I believe the fixed split thing is a historical remnant. These days, the OS can allocate memory for the GPU to use on the fly.
> The RAM is split between CPU and GPU at a user-configurable ratio.
I believe the fixed split thing is a historical remnant. These days, the OS can allocate memory for the GPU to use on the fly.
Indeed it can be reallocated, needs a reboot though. I've gotten up to around 110 GB before running into OOM issues. I set it at 108 GB to provide a little headroom: https://www.jeffgeerling.com/blog/2025/increasing-vram-alloc...
Also, from your link:
> It seems like tools will have to adapt to dynamic VRAM allocation, as none of the monitoring tools I've tested assume VRAM can be increased on the fly.

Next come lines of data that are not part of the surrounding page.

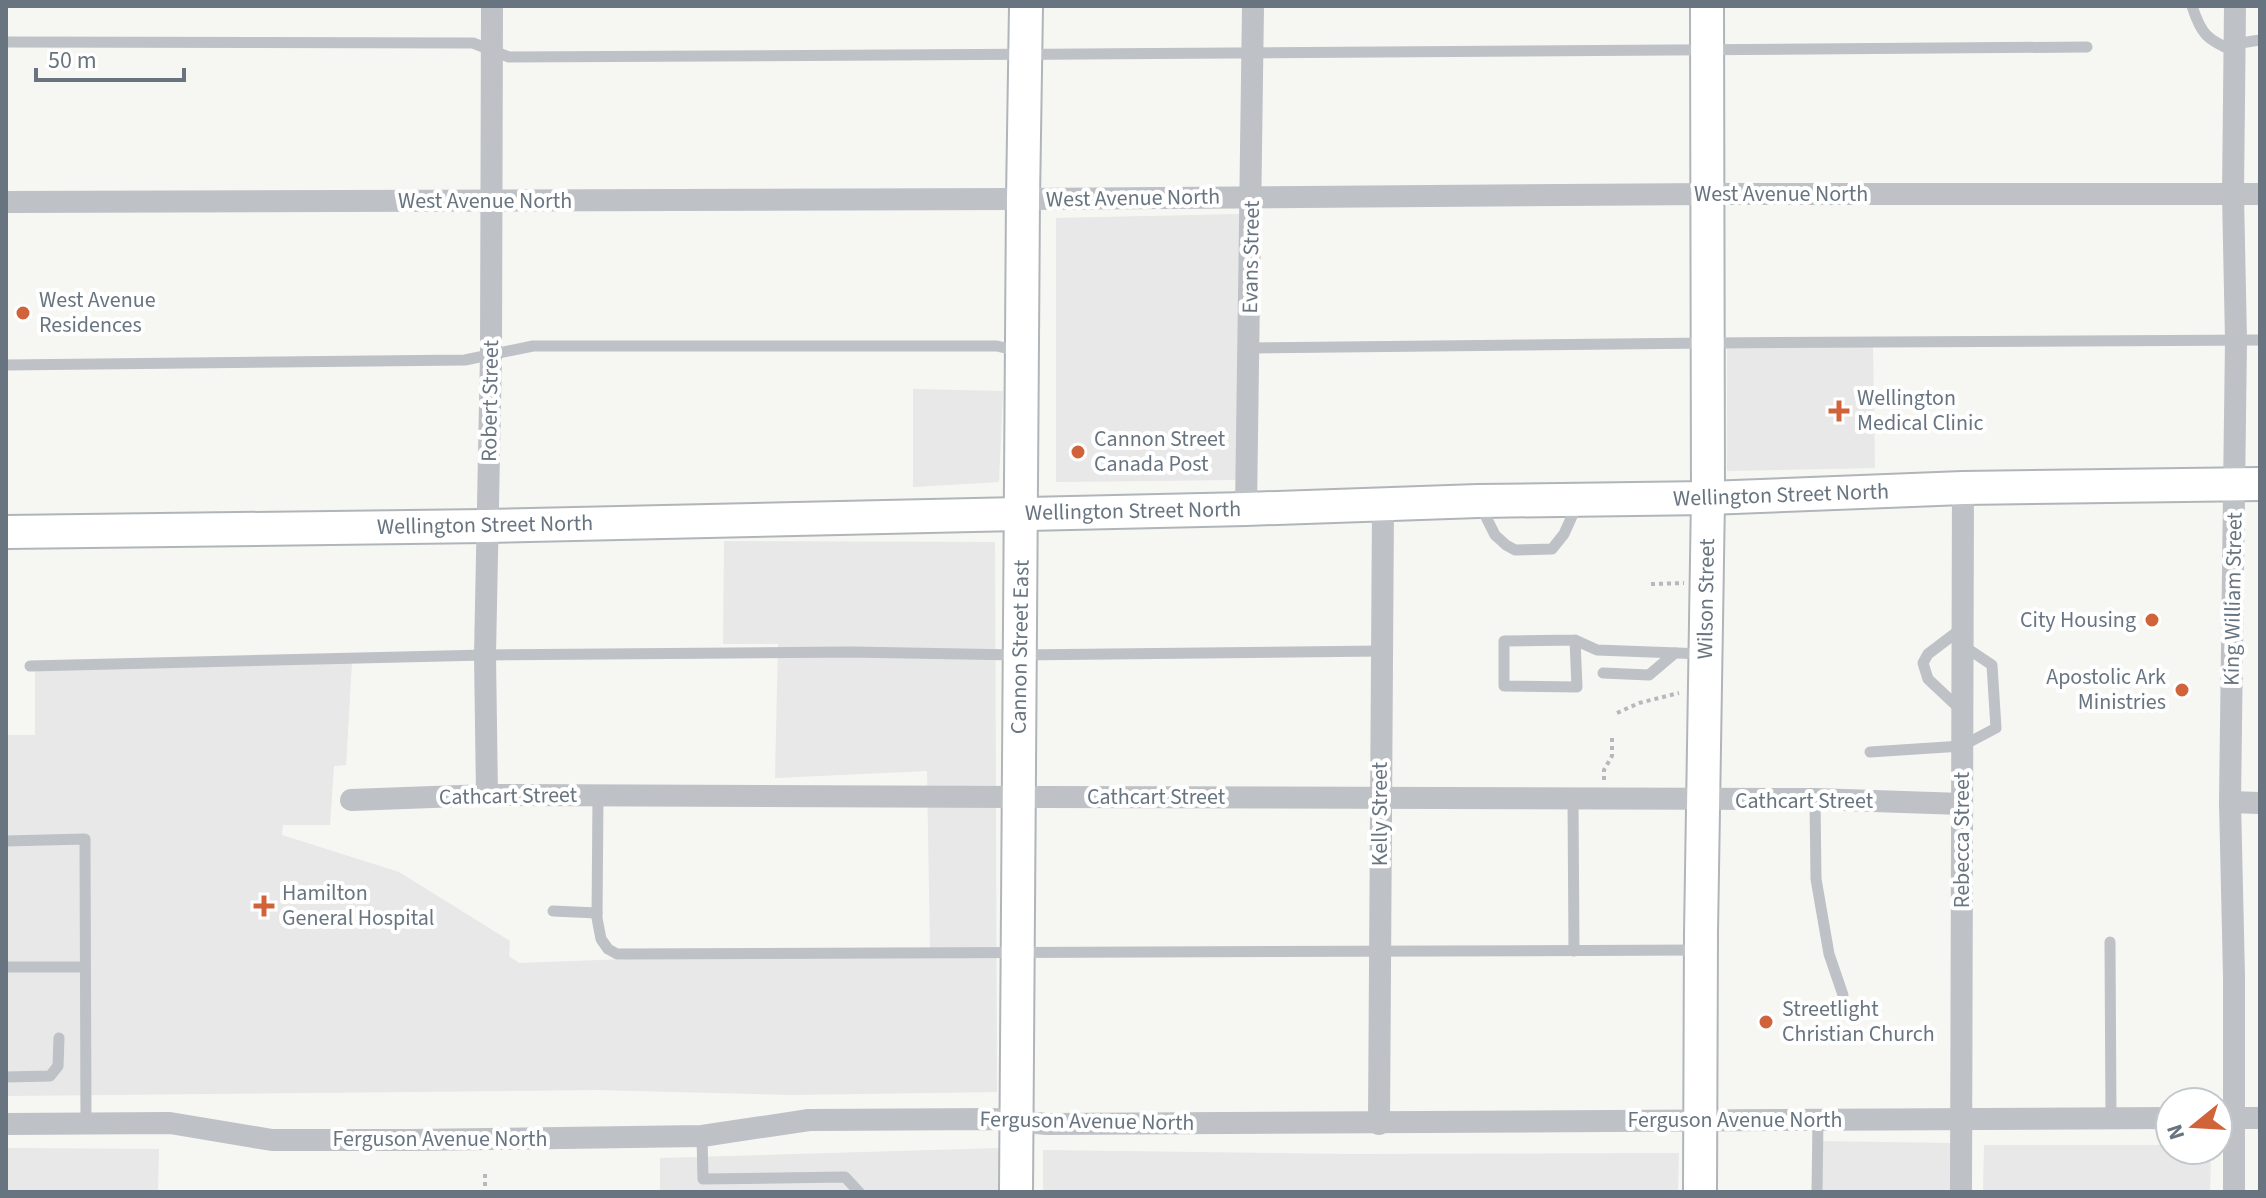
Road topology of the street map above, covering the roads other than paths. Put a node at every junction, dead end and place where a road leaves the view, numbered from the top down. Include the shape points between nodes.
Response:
1 (492, 6) edge
2 (1026, 6) edge
3 (1253, 6) edge
4 (1707, 6) edge
5 (2192, 6) edge
6 (2235, 6) edge
7 (2260, 40) edge
8 (6, 42) edge
9 (2087, 47) dead end
10 (2234, 48) junction
11 (492, 52) junction
12 (1707, 52) junction
13 (1025, 53) junction
14 (1252, 53) junction
15 (1709, 194) junction
16 (2233, 194) junction
17 (2260, 194) edge
18 (1252, 196) junction
19 (1023, 199) junction
20 (493, 201) junction
21 (6, 202) edge
22 (2236, 340) junction
23 (2260, 340) edge
24 (1708, 343) junction
25 (1250, 348) junction
26 (1022, 353) junction
27 (491, 355) junction
28 (6, 365) edge
29 (2247, 484) edge
30 (1963, 488) junction
31 (1708, 498) junction
32 (1579, 500) junction
33 (1478, 501) junction
34 (1383, 504) junction
35 (1246, 509) junction
36 (1021, 513) junction
37 (486, 526) junction
38 (6, 532) edge
39 (1962, 636) junction
40 (1575, 640) junction
41 (1381, 651) junction
42 (1690, 654) junction
43 (485, 655) junction
44 (1018, 655) junction
45 (30, 666) dead end
46 (1603, 673) dead end
47 (1962, 711) junction
48 (1962, 746) junction
49 (1870, 752) dead end
50 (487, 795) junction
51 (598, 796) junction
52 (1019, 797) junction
53 (1381, 798) junction
54 (1573, 798) junction
55 (1815, 799) junction
56 (351, 800) dead end
57 (1703, 800) junction
58 (2230, 802) junction
59 (2260, 803) edge
60 (1962, 804) junction
61 (6, 841) edge
62 (553, 911) dead end
63 (597, 913) junction
64 (2110, 942) dead end
65 (1701, 950) junction
66 (1574, 951) junction
67 (1380, 952) junction
68 (1018, 953) junction
69 (6, 967) edge
70 (85, 967) junction
71 (1843, 995) dead end
72 (59, 1038) dead end
73 (6, 1077) edge
74 (2227, 1086) edge
75 (2154, 1118) edge
76 (2234, 1118) edge
77 (2260, 1118) edge
78 (1701, 1119) junction
79 (1818, 1119) junction
80 (1962, 1119) junction
81 (2111, 1119) junction
82 (1016, 1122) junction
83 (86, 1123) junction
84 (6, 1124) edge
85 (1379, 1124) junction
86 (702, 1136) junction
87 (2231, 1166) edge
88 (859, 1192) edge
89 (1016, 1192) edge
90 (1700, 1192) edge
91 (1817, 1192) edge
92 (1961, 1192) edge
93 (2234, 1192) edge

1 - 11 street, Robert Street
2 - 13 main road, Cannon Street East
3 - 14 street, Evans Street
4 - 12 main road, Wilson Street
5 - 10 lane via 2199,29 2214,43
6 - 10 street, King William Street
7 - 10 lane
8 - 11 lane via 473,43
9 - 12 lane
10 - 16 street, King William Street
11 - 13 lane via 509,57
11 - 20 street, Robert Street
12 - 14 lane
12 - 15 main road, Wilson Street
13 - 14 lane
13 - 19 main road, Cannon Street East
14 - 18 street, Evans Street
15 - 16 street, West Avenue North
15 - 18 street, West Avenue North
15 - 24 main road, Wilson Street
16 - 17 street, West Avenue North
16 - 22 street, King William Street
18 - 19 street, West Avenue North
18 - 25 street, Evans Street
19 - 20 street, West Avenue North
19 - 26 main road, Cannon Street East
20 - 21 street, West Avenue North
20 - 27 street, Robert Street
22 - 23 lane
22 - 24 lane
22 - 29 street, King William Street
24 - 25 lane
24 - 31 main road, Wilson Street
25 - 35 street, Evans Street
26 - 27 lane via 997,346 533,346
26 - 36 main road, Cannon Street East
27 - 28 lane via 465,360
27 - 37 street, Robert Street
29 - 30 main road, Wellington Street North
29 - 58 street, King William Street
30 - 31 main road, Wellington Street North
30 - 39 street, Rebecca Street
31 - 32 main road, Wellington Street North
31 - 42 main road, Wilson Street via 1706,582
32 - 33 main road, Wellington Street North
32 - 33 lane via 1552,549 1515,550 1495,535
33 - 34 main road, Wellington Street North
34 - 35 main road, Wellington Street North
34 - 41 street, Kelly Street
35 - 36 main road, Wellington Street North
36 - 37 main road, Wellington Street North
36 - 44 main road, Cannon Street East
37 - 38 main road, Wellington Street North
37 - 43 street, Robert Street
39 - 47 street, Rebecca Street
39 - 47 lane via 1928,654 1923,663 1928,679
39 - 48 lane via 1992,665 1996,728
40 - 40 lane via 1577,687 1504,686 1504,641
40 - 42 lane via 1597,650
41 - 44 lane
41 - 53 street, Kelly Street
42 - 46 lane via 1649,675
42 - 57 main road, Wilson Street via 1704,687
43 - 44 lane
43 - 45 lane
43 - 50 street, Robert Street
44 - 52 main road, Cannon Street East
47 - 48 street, Rebecca Street
48 - 49 lane
48 - 60 street, Rebecca Street
50 - 51 street, Cathcart Street
50 - 56 street, Cathcart Street
51 - 52 street, Cathcart Street
51 - 63 lane
52 - 53 street, Cathcart Street
52 - 68 main road, Cannon Street East
53 - 54 street, Cathcart Street
53 - 67 street, Kelly Street
54 - 57 street, Cathcart Street
54 - 66 lane
55 - 57 street, Cathcart Street
55 - 60 street, Cathcart Street
55 - 71 lane via 1816,879 1829,954
57 - 65 main road, Wilson Street
58 - 59 street
58 - 74 street, King William Street via 2234,976
60 - 80 street, Rebecca Street
61 - 70 lane via 85,839
62 - 63 lane
63 - 68 lane via 601,939 617,954
64 - 81 lane
65 - 66 lane
65 - 78 main road, Wilson Street
66 - 67 lane
67 - 68 lane
67 - 85 street, Kelly Street
68 - 82 main road, Cannon Street East
69 - 70 lane
70 - 83 lane
72 - 73 lane via 58,1066 50,1076
75 - 81 street, Ferguson Avenue North
76 - 77 street
78 - 79 street, Ferguson Avenue North
78 - 85 street, Ferguson Avenue North
78 - 90 main road, Wilson Street
79 - 80 street, Ferguson Avenue North
79 - 91 lane
80 - 81 street, Ferguson Avenue North
80 - 92 street, Rebecca Street
82 - 85 street, Ferguson Avenue North
82 - 86 street, Ferguson Avenue North via 809,1120
82 - 89 main road, Cannon Street East
83 - 84 street, Ferguson Avenue North
83 - 86 street, Ferguson Avenue North via 170,1123 272,1140
86 - 88 lane via 703,1179 845,1177
87 - 93 street, King William Street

amdgpu_top shows VRAM (the old fixed thing) and GTT (dynamic) separately.
Good to know!
No need for a reboot, echo 9999 >/sys/module/ttm/parameters/pages_limit
You're talking about an allocator policy for when to allow GTT and when not, not the old firmware-level VRAM split thing where whatever size the BIOS sets for VRAM is permanently away from the CPU. The max GTT limit is there to decrease accidental footguns, it's not a technological limitation; at least earlier the default policy was to reserve 1/4 of RAM for non-GPU use, and 1/4*128 GB=32GB is more than enough so you're looking to adjust the policy. It's just an if statement in the kernel, GTT the mechanism doesn't limit it, and deallocating a chunk of memory used by the GPU returns it to the general kernel memory pool, where it can next be used by the CPU again.
It's not a fixed split. I don't know if it's possible live, or if it requires a reboot, but it's not hardwired.

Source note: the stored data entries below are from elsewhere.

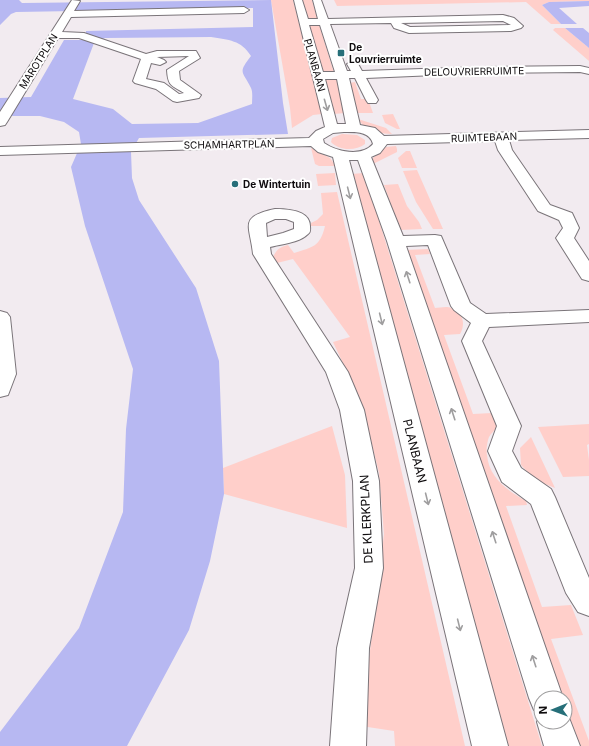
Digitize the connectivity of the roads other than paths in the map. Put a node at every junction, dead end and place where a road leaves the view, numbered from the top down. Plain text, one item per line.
1 (76, 0) edge
2 (298, 0) edge
3 (317, 0) edge
4 (244, 10) dead end
5 (68, 13) junction
6 (395, 21) junction
7 (303, 22) junction
8 (324, 22) junction
9 (54, 35) junction
10 (148, 56) junction
11 (349, 57) dead end
12 (173, 70) junction
13 (589, 71) edge
14 (342, 75) junction
15 (359, 75) junction
16 (318, 76) junction
17 (174, 82) junction
18 (160, 86) junction
19 (372, 100) dead end
20 (1, 121) edge
21 (354, 128) junction
22 (332, 129) junction
23 (589, 134) edge
24 (500, 136) junction
25 (316, 142) junction
26 (361, 150) junction
27 (0, 151) edge
28 (396, 241) junction
29 (261, 244) dead end
30 (589, 275) edge
31 (589, 316) edge
32 (0, 317) edge
33 (482, 321) junction
34 (0, 389) edge
35 (589, 602) edge
36 (543, 690) edge
37 (557, 730) edge
38 (348, 746) edge
39 (490, 746) edge
40 (562, 746) edge

1 - 5 street, MAROTPLAN
2 - 7 street, PLANBAAN
3 - 8 street, PLANBAAN
4 - 5 street
5 - 9 street, MAROTPLAN
6 - 6 street
6 - 8 street
7 - 8 street
7 - 16 street, PLANBAAN
8 - 14 street, PLANBAAN
9 - 10 street
9 - 20 street, MAROTPLAN
10 - 12 street
10 - 12 street
10 - 18 street
11 - 15 street
12 - 17 street
13 - 15 street, DELOUVRIERRUIMTE
14 - 15 street, DELOUVRIERRUIMTE
14 - 16 street, DELOUVRIERRUIMTE
14 - 21 street, PLANBAAN
15 - 19 street
16 -> 22 street, PLANBAAN
17 - 18 street
17 - 18 street
21 - 22 street
21 - 26 street
22 - 25 street
23 - 24 street, RUIMTEBAAN
24 - 26 street, RUIMTEBAAN
24 - 30 street
25 - 26 street
25 - 27 street, SCHAMHARTPLAN
26 - 28 street
26 -> 39 street, PLANBAAN
28 - 33 street
36 -> 28 street
29 - 38 street, DE KLERKPLAN
31 - 33 street
32 - 34 street
33 - 35 street
37 - 40 street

I want to know if it's possible. 4GB for Linux, a bit of room for the calculations, and then you can load a 122GB model entirely into VRAM.
How would that perform in real life? Someone please benchmark it!
You're still thinking of the old school thing, where you set the split in the firmware and it's fixed for that boot. There's dynamic allocation on top of it these days.
I have that split set at the minimum 2 GB and I'm giving the GPU a 20 GB model to process.